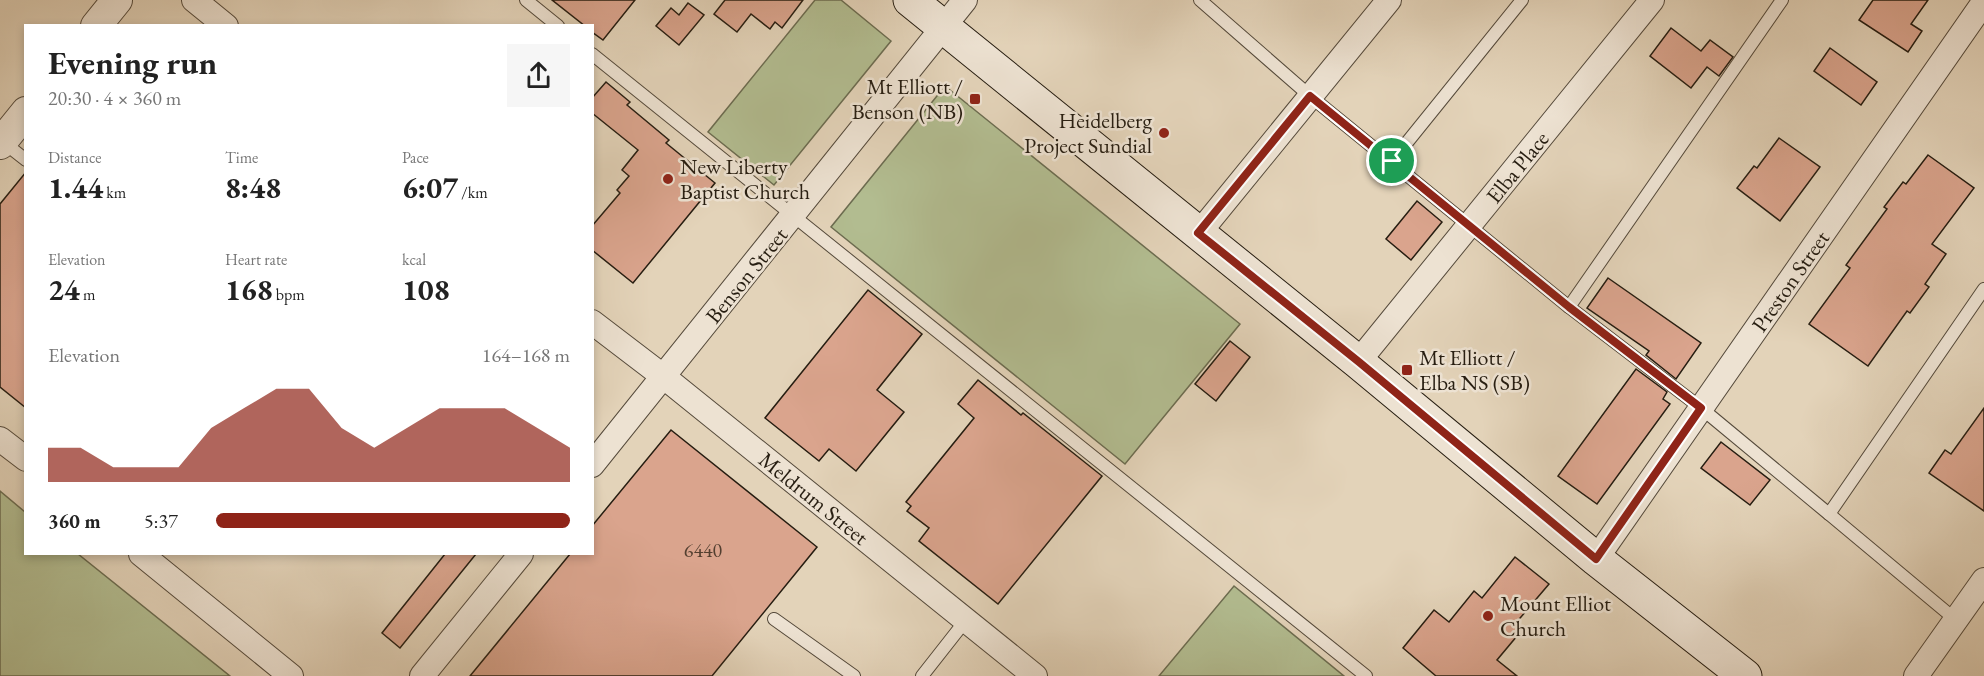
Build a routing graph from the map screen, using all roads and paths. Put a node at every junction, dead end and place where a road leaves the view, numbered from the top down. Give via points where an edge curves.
1 (117, 0) edge
2 (194, 0) edge
3 (526, 0) edge
4 (910, 0) edge
5 (964, 0) edge
6 (1200, 0) edge
7 (1389, 0) edge
8 (1522, 0) edge
9 (1652, 0) edge
10 (1782, 0) edge
11 (1984, 2) edge
12 (98, 24) edge
13 (224, 24) edge
14 (556, 24) edge
15 (944, 27) junction
16 (594, 56) edge
17 (1310, 96) junction
18 (24, 114) edge
19 (1, 141) edge
20 (24, 158) edge
21 (1392, 161) junction
22 (794, 216) junction
23 (1470, 225) junction
24 (1198, 233) junction
25 (1984, 289) edge
26 (1569, 307) junction
27 (594, 324) edge
28 (1359, 362) junction
29 (664, 377) junction
30 (1701, 408) junction
31 (0, 439) edge
32 (24, 457) edge
33 (594, 463) edge
34 (1829, 514) junction
35 (142, 555) edge
36 (518, 555) edge
37 (1596, 559) junction
38 (1984, 580) edge
39 (774, 619) dead end
40 (966, 620) junction
41 (1956, 620) junction
42 (291, 676) edge
43 (423, 676) edge
44 (854, 676) edge
45 (922, 676) edge
46 (1035, 676) edge
47 (1366, 676) edge
48 (1745, 676) edge
49 (1916, 676) edge

1 - 12 street
2 - 13 street
3 - 14 lane
4 - 15 main road
5 - 15 street, Benson Street
6 - 17 lane
7 - 17 street
8 - 21 lane
9 - 23 street, Elba Place
10 - 26 lane
11 - 30 street, Preston Street
15 - 22 street, Benson Street
15 - 24 main road
16 - 22 lane
17 - 21 lane
17 - 24 street
18 - 19 street
19 - 20 lane
21 - 23 lane
22 - 29 street, Benson Street
22 - 47 lane
23 - 26 lane
23 - 28 street, Elba Place
24 - 28 main road
25 - 34 lane
26 - 30 lane
27 - 29 street, Meldrum Street
28 - 37 main road
29 - 33 street, Benson Street
29 - 40 street, Meldrum Street
30 - 34 lane
30 - 37 street, Preston Street
31 - 32 street
34 - 41 lane
35 - 42 street
36 - 43 street
37 - 48 main road
38 - 41 street
39 - 44 lane
40 - 45 lane
40 - 46 street, Meldrum Street
41 - 49 street

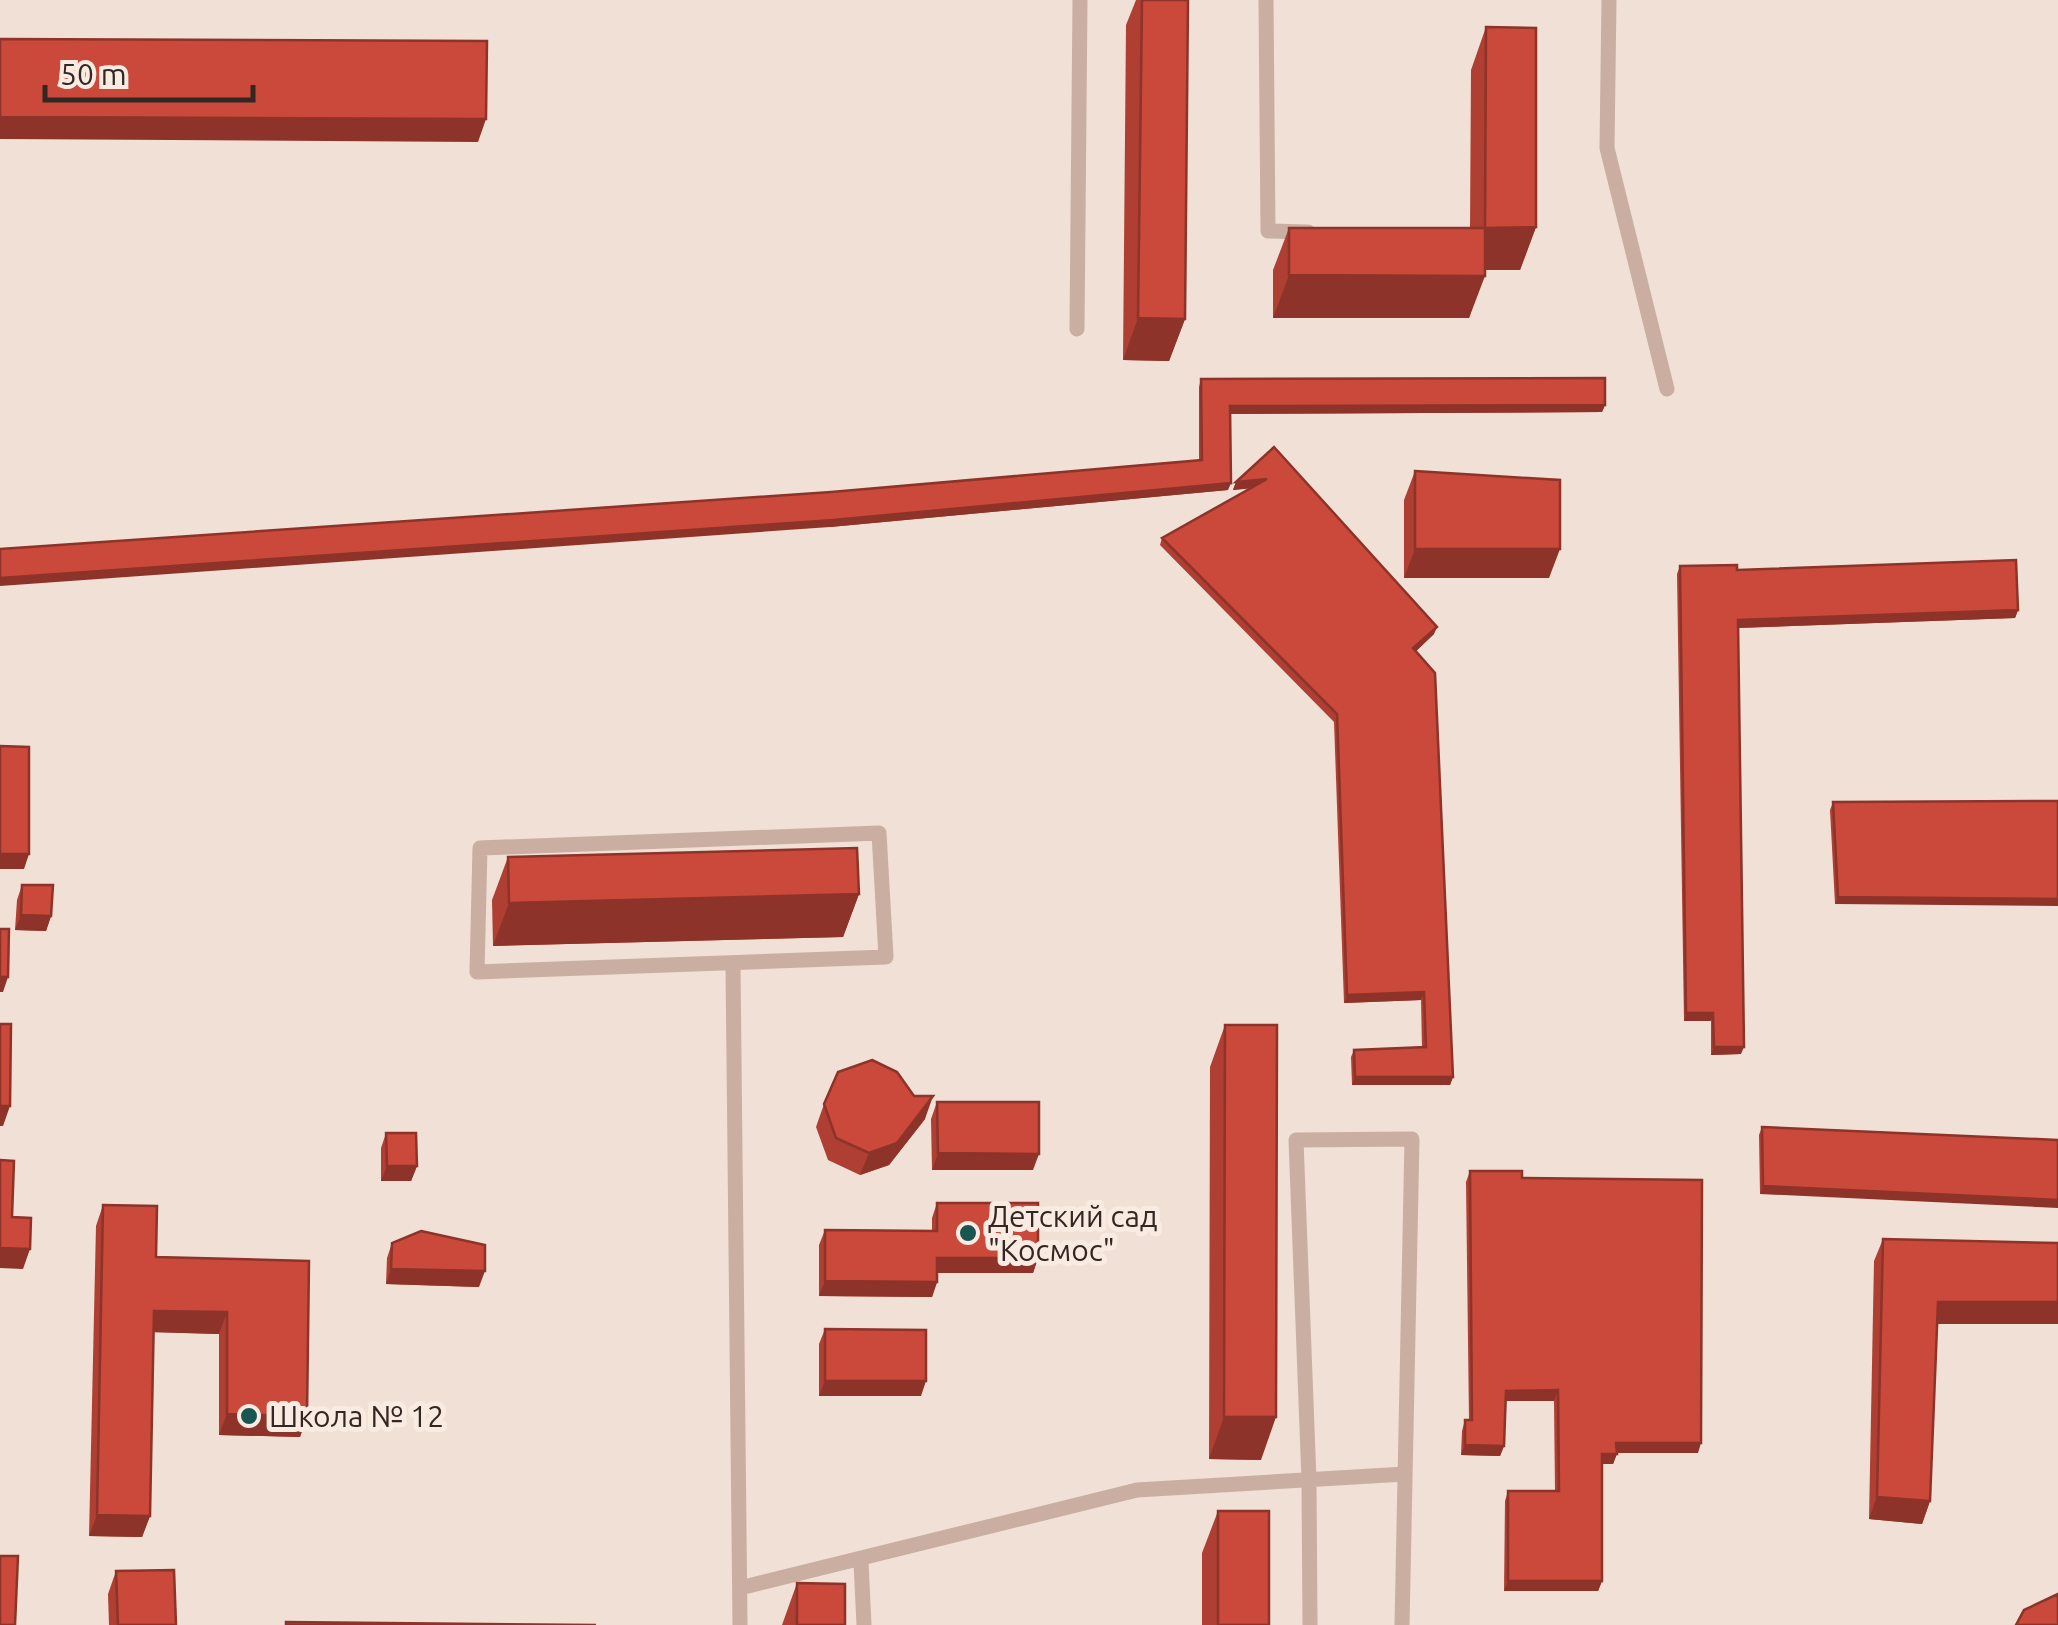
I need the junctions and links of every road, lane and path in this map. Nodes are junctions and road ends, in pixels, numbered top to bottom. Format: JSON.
{"nodes":[{"id":1,"x":1080,"y":0,"type":"edge"},
{"id":2,"x":1266,"y":0,"type":"edge"},
{"id":3,"x":1609,"y":0,"type":"edge"},
{"id":4,"x":1322,"y":232,"type":"edge"},
{"id":5,"x":1078,"y":329,"type":"dead end"},
{"id":6,"x":1667,"y":390,"type":"dead end"},
{"id":7,"x":734,"y":965,"type":"junction"},
{"id":8,"x":1406,"y":1474,"type":"junction"},
{"id":9,"x":1309,"y":1480,"type":"junction"},
{"id":10,"x":862,"y":1562,"type":"junction"},
{"id":11,"x":740,"y":1588,"type":"junction"},
{"id":12,"x":740,"y":1625,"type":"edge"},
{"id":13,"x":864,"y":1625,"type":"edge"},
{"id":14,"x":1310,"y":1625,"type":"edge"},
{"id":15,"x":1402,"y":1625,"type":"edge"}],
"edges":[{"from":1,"to":5,"type":"lane"},
{"from":2,"to":4,"type":"lane"},
{"from":3,"to":6,"type":"lane"},
{"from":7,"to":7,"type":"lane"},
{"from":7,"to":11,"type":"lane"},
{"from":8,"to":9,"type":"lane"},
{"from":8,"to":9,"type":"lane"},
{"from":8,"to":15,"type":"lane"},
{"from":9,"to":10,"type":"lane"},
{"from":9,"to":14,"type":"lane"},
{"from":10,"to":11,"type":"lane"},
{"from":10,"to":13,"type":"lane"},
{"from":11,"to":12,"type":"lane"}]}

_ _ _ _ _

Your objective:
Would you reproduce the records exactly as they stand, but without the pictures?

Exercise output:
Build a routing graph from the map screen, using all roads and paths. Put a node at every junction, dead end and place where a road leaves the view, numbered from the top down. Give via points where an edge curves.
1 (117, 0) edge
2 (194, 0) edge
3 (526, 0) edge
4 (910, 0) edge
5 (964, 0) edge
6 (1200, 0) edge
7 (1389, 0) edge
8 (1522, 0) edge
9 (1652, 0) edge
10 (1782, 0) edge
11 (1984, 2) edge
12 (98, 24) edge
13 (224, 24) edge
14 (556, 24) edge
15 (944, 27) junction
16 (594, 56) edge
17 (1310, 96) junction
18 (24, 114) edge
19 (1, 141) edge
20 (24, 158) edge
21 (1392, 161) junction
22 (794, 216) junction
23 (1470, 225) junction
24 (1198, 233) junction
25 (1984, 289) edge
26 (1569, 307) junction
27 (594, 324) edge
28 (1359, 362) junction
29 (664, 377) junction
30 (1701, 408) junction
31 (0, 439) edge
32 (24, 457) edge
33 (594, 463) edge
34 (1829, 514) junction
35 (142, 555) edge
36 (518, 555) edge
37 (1596, 559) junction
38 (1984, 580) edge
39 (774, 619) dead end
40 (966, 620) junction
41 (1956, 620) junction
42 (291, 676) edge
43 (423, 676) edge
44 (854, 676) edge
45 (922, 676) edge
46 (1035, 676) edge
47 (1366, 676) edge
48 (1745, 676) edge
49 (1916, 676) edge

1 - 12 street
2 - 13 street
3 - 14 lane
4 - 15 main road
5 - 15 street, Benson Street
6 - 17 lane
7 - 17 street
8 - 21 lane
9 - 23 street, Elba Place
10 - 26 lane
11 - 30 street, Preston Street
15 - 22 street, Benson Street
15 - 24 main road
16 - 22 lane
17 - 21 lane
17 - 24 street
18 - 19 street
19 - 20 lane
21 - 23 lane
22 - 29 street, Benson Street
22 - 47 lane
23 - 26 lane
23 - 28 street, Elba Place
24 - 28 main road
25 - 34 lane
26 - 30 lane
27 - 29 street, Meldrum Street
28 - 37 main road
29 - 33 street, Benson Street
29 - 40 street, Meldrum Street
30 - 34 lane
30 - 37 street, Preston Street
31 - 32 street
34 - 41 lane
35 - 42 street
36 - 43 street
37 - 48 main road
38 - 41 street
39 - 44 lane
40 - 45 lane
40 - 46 street, Meldrum Street
41 - 49 street

I need the junctions and links of every road, lane and path in this map. Nodes are junctions and road ends, in pixels, numbered top to bottom. Format: JSON.
{"nodes":[{"id":1,"x":1080,"y":0,"type":"edge"},
{"id":2,"x":1266,"y":0,"type":"edge"},
{"id":3,"x":1609,"y":0,"type":"edge"},
{"id":4,"x":1322,"y":232,"type":"edge"},
{"id":5,"x":1078,"y":329,"type":"dead end"},
{"id":6,"x":1667,"y":390,"type":"dead end"},
{"id":7,"x":734,"y":965,"type":"junction"},
{"id":8,"x":1406,"y":1474,"type":"junction"},
{"id":9,"x":1309,"y":1480,"type":"junction"},
{"id":10,"x":862,"y":1562,"type":"junction"},
{"id":11,"x":740,"y":1588,"type":"junction"},
{"id":12,"x":740,"y":1625,"type":"edge"},
{"id":13,"x":864,"y":1625,"type":"edge"},
{"id":14,"x":1310,"y":1625,"type":"edge"},
{"id":15,"x":1402,"y":1625,"type":"edge"}],
"edges":[{"from":1,"to":5,"type":"lane"},
{"from":2,"to":4,"type":"lane"},
{"from":3,"to":6,"type":"lane"},
{"from":7,"to":7,"type":"lane"},
{"from":7,"to":11,"type":"lane"},
{"from":8,"to":9,"type":"lane"},
{"from":8,"to":9,"type":"lane"},
{"from":8,"to":15,"type":"lane"},
{"from":9,"to":10,"type":"lane"},
{"from":9,"to":14,"type":"lane"},
{"from":10,"to":11,"type":"lane"},
{"from":10,"to":13,"type":"lane"},
{"from":11,"to":12,"type":"lane"}]}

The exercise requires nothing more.